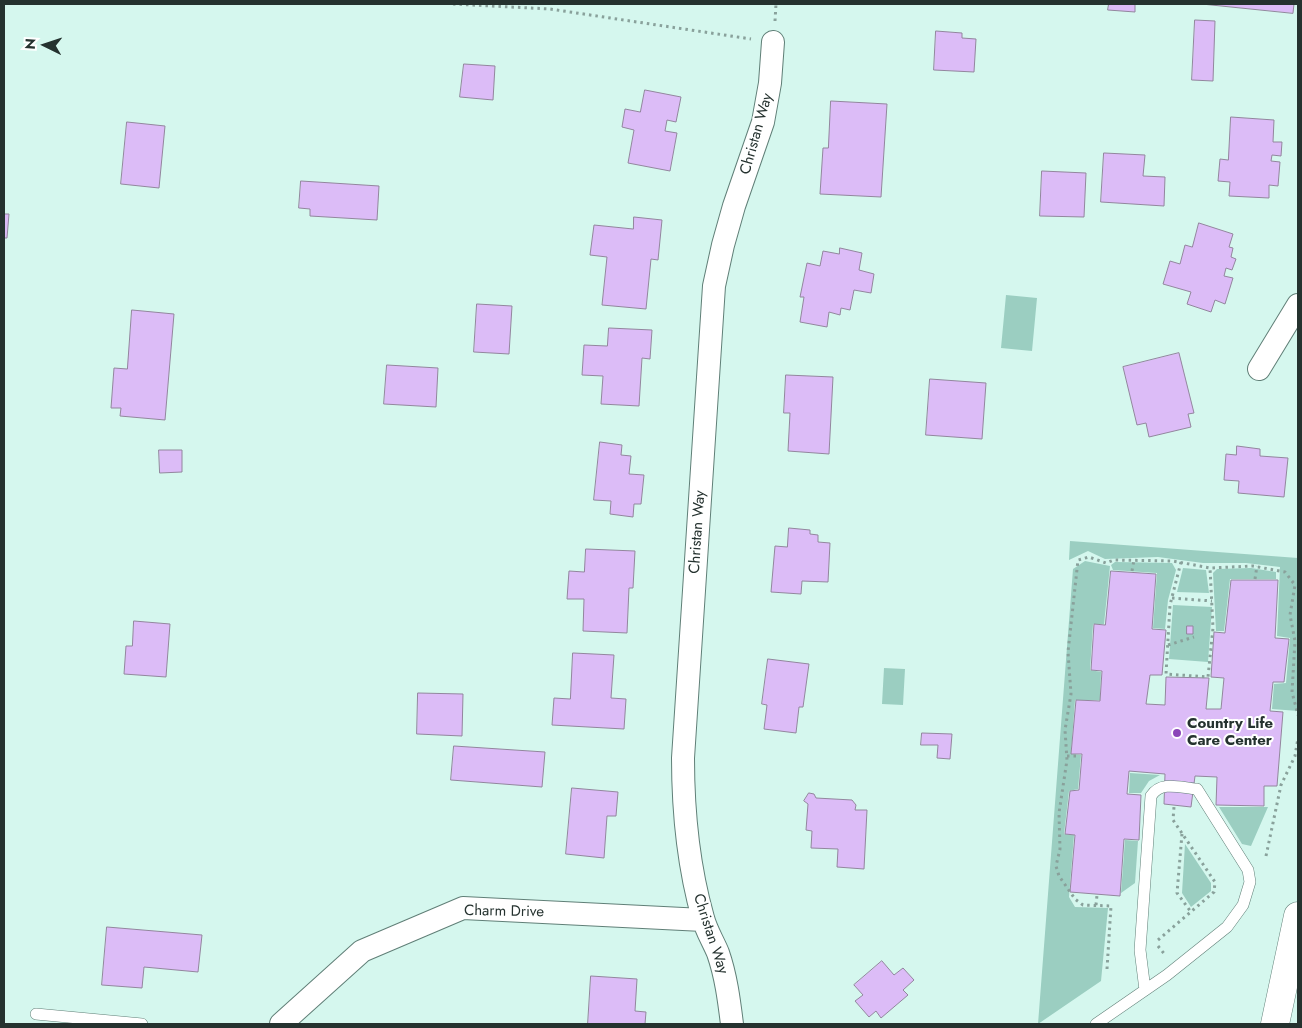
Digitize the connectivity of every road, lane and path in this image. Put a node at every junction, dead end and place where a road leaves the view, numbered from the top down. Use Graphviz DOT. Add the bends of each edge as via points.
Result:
graph roads {
  1 [pos="453,4"];
  2 [pos="776,4"];
  3 [pos="773,42"];
  4 [pos="1298,305"];
  5 [pos="1259,370"];
  6 [pos="1134,560"];
  7 [pos="1181,562"];
  8 [pos="1257,566"];
  9 [pos="1210,568"];
  10 [pos="1132,571"];
  11 [pos="1256,579"];
  12 [pos="1172,598"];
  13 [pos="1212,601"];
  14 [pos="1194,637"];
  15 [pos="1168,645"];
  16 [pos="1298,715"];
  17 [pos="1298,738"];
  18 [pos="1067,756"];
  19 [pos="1080,756"];
  20 [pos="1174,807"];
  21 [pos="1182,833"];
  22 [pos="1266,856"];
  23 [pos="1097,896"];
  24 [pos="1096,905"];
  25 [pos="1191,912"];
  26 [pos="1298,916"];
  27 [pos="703,920"];
  28 [pos="1166,956"];
  29 [pos="1107,969"];
  30 [pos="1145,990"];
  31 [pos="36,1014"];
  32 [pos="142,1024"];
  33 [pos="281,1024"];
  34 [pos="732,1024"];
  35 [pos="1096,1024"];
  36 [pos="1275,1024"];
  1 -- 3 [label="path" via="550,9"];
  2 -- 3 [label="path"];
  3 -- 27 [label="street, Christan Way" via="763,122 732,216 714,286 683,758 688,847"];
  4 -- 5 [label="street"];
  6 -- 7 [label="path"];
  6 -- 10 [label="path"];
  6 -- 18 [label="path" via="1106,563 1089,557 1078,560 1068,652 1071,694 1065,730"];
  7 -- 9 [label="path"];
  7 -- 12 [label="path"];
  8 -- 9 [label="path"];
  8 -- 11 [label="path"];
  8 -- 16 [label="path" via="1285,572 1295,585 1290,615 1295,641 1292,692"];
  9 -- 13 [label="path"];
  12 -- 13 [label="path"];
  12 -- 15 [label="path"];
  13 -- 15 [label="path" via="1208,677 1166,674"];
  14 -- 15 [label="path"];
  17 -- 22 [label="path" via="1295,756 1281,785"];
  18 -- 19 [label="path"];
  18 -- 24 [label="path" via="1056,866 1075,899 1083,905"];
  20 -- 21 [label="path" via="1173,820"];
  21 -- 25 [label="path" via="1177,893"];
  21 -- 25 [label="path" via="1215,882 1214,892"];
  23 -- 24 [label="path"];
  24 -- 29 [label="path" via="1111,906"];
  25 -- 28 [label="path" via="1155,943"];
  26 -- 36 [label="highway"];
  27 -- 33 [label="street, Charm Drive" via="462,908 362,950"];
  27 -- 34 [label="street, Christan Way" via="718,953 728,989"];
  30 -- 30 [label="lane" via="1227,927 1243,905 1250,882 1248,870 1198,790 1162,786 1151,796 1140,950"];
  30 -- 35 [label="lane"];
  31 -- 32 [label="lane"];
}
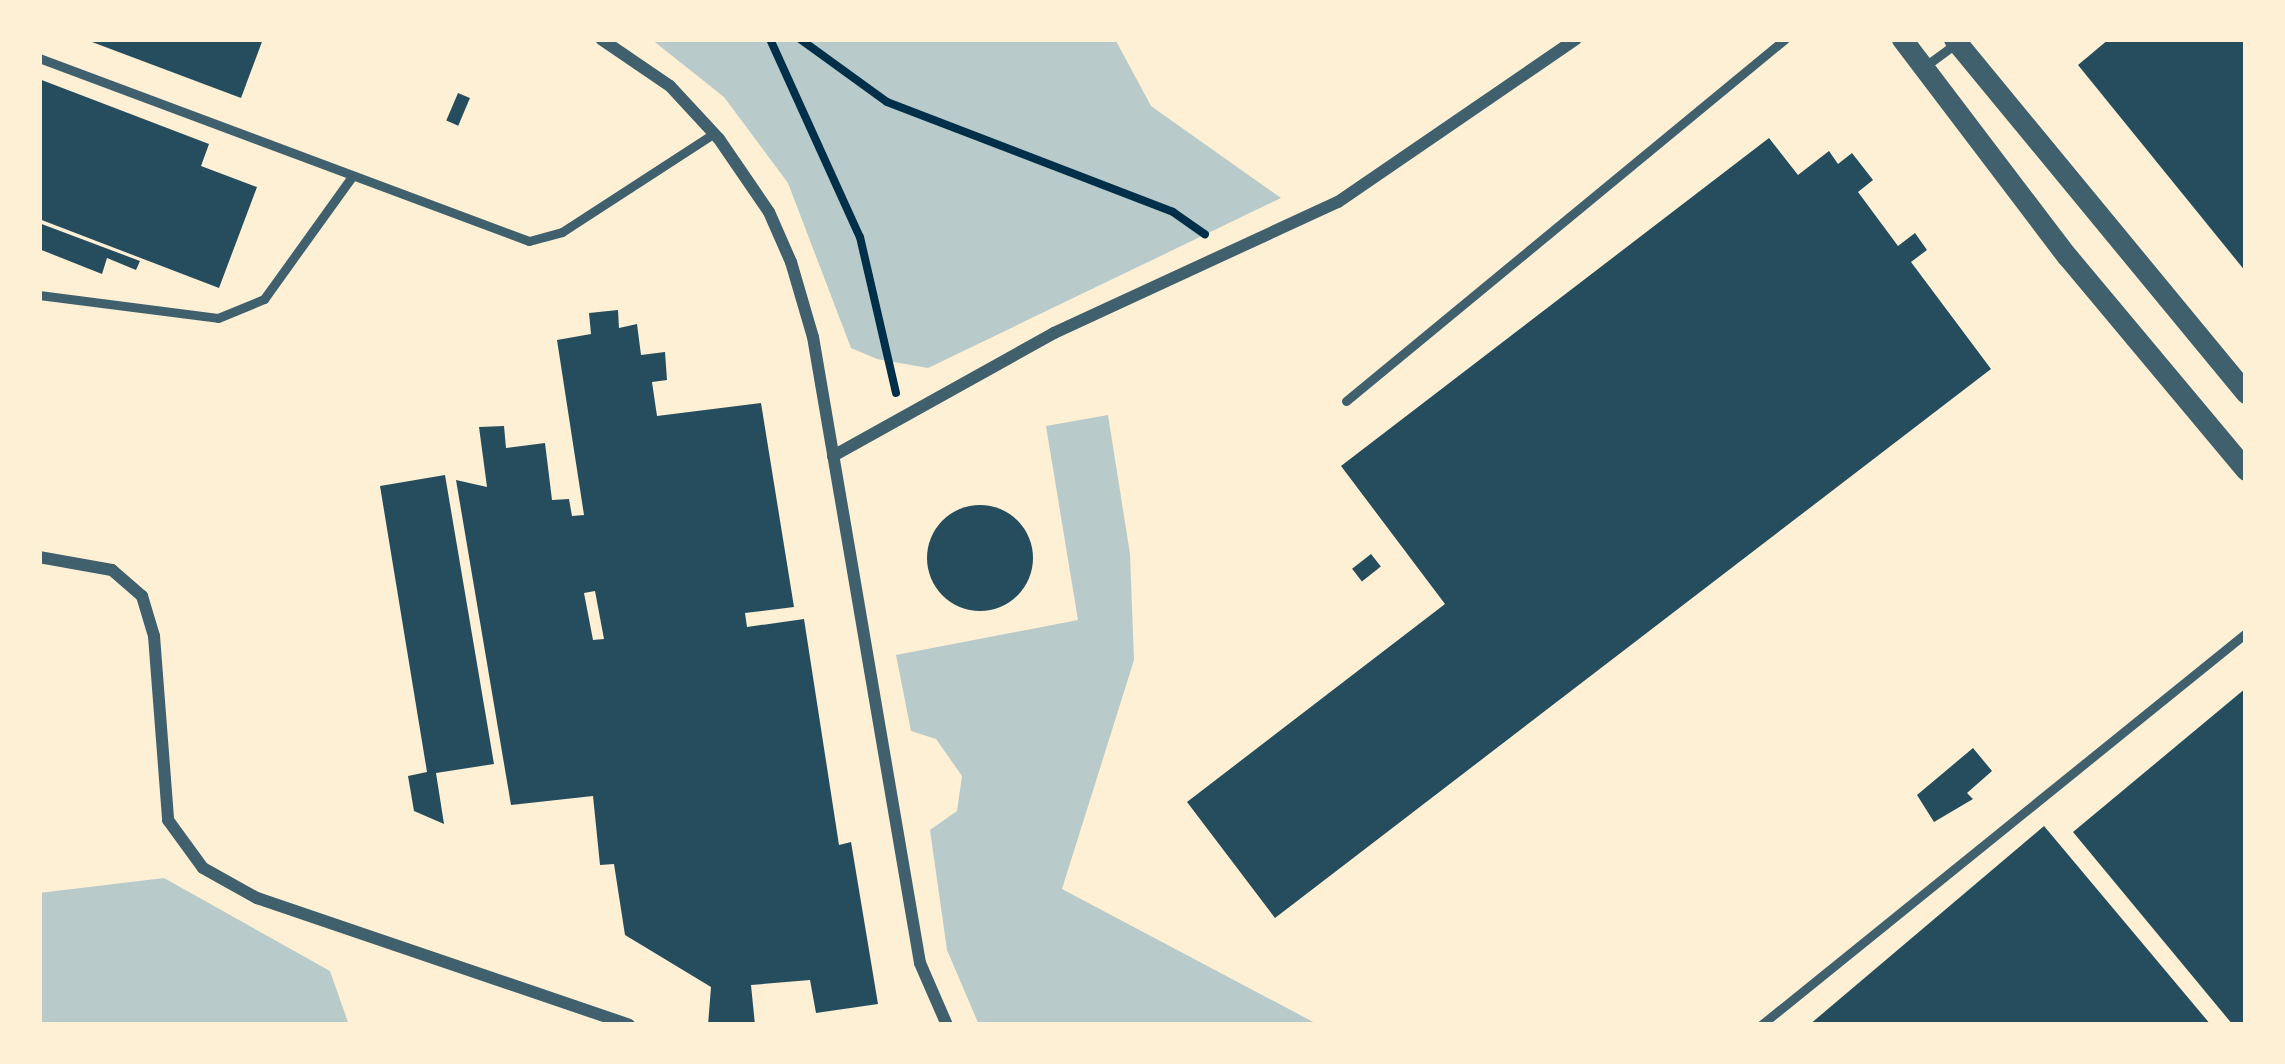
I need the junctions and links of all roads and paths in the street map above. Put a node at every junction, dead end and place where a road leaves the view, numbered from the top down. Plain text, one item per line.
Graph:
1 (601, 39) edge
2 (770, 39) edge
3 (800, 39) edge
4 (1576, 39) edge
5 (1786, 39) edge
6 (1902, 39) edge
7 (1958, 40) edge
8 (39, 58) edge
9 (1924, 67) junction
10 (713, 134) junction
11 (351, 178) junction
12 (1218, 256) junction
13 (39, 295) edge
14 (2246, 393) edge
15 (1346, 401) dead end
16 (902, 418) junction
17 (833, 456) junction
18 (2246, 470) edge
19 (39, 557) edge
20 (2246, 633) edge
21 (628, 1025) edge
22 (947, 1025) edge
23 (1761, 1025) edge

1 - 10 street
2 - 16 path
3 - 12 path
4 - 12 street
5 - 15 lane
6 - 9 street
7 - 9 lane
7 - 14 street
8 - 11 lane
9 - 18 street
10 - 11 lane
10 - 17 street
11 - 13 lane
12 - 16 street
16 - 17 street
17 - 22 street
19 - 21 street
20 - 23 lane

★ ★ ★

# TASK ITEM
Everything from the line containing "I need the junctions" to the end of the listing above must be returned exactly. Both end lines belong in it.

# WRITTEN SOLUTION
I need the junctions and links of all roads and paths in the street map above. Put a node at every junction, dead end and place where a road leaves the view, numbered from the top down. Plain text, one item per line.
Graph:
1 (601, 39) edge
2 (770, 39) edge
3 (800, 39) edge
4 (1576, 39) edge
5 (1786, 39) edge
6 (1902, 39) edge
7 (1958, 40) edge
8 (39, 58) edge
9 (1924, 67) junction
10 (713, 134) junction
11 (351, 178) junction
12 (1218, 256) junction
13 (39, 295) edge
14 (2246, 393) edge
15 (1346, 401) dead end
16 (902, 418) junction
17 (833, 456) junction
18 (2246, 470) edge
19 (39, 557) edge
20 (2246, 633) edge
21 (628, 1025) edge
22 (947, 1025) edge
23 (1761, 1025) edge

1 - 10 street
2 - 16 path
3 - 12 path
4 - 12 street
5 - 15 lane
6 - 9 street
7 - 9 lane
7 - 14 street
8 - 11 lane
9 - 18 street
10 - 11 lane
10 - 17 street
11 - 13 lane
12 - 16 street
16 - 17 street
17 - 22 street
19 - 21 street
20 - 23 lane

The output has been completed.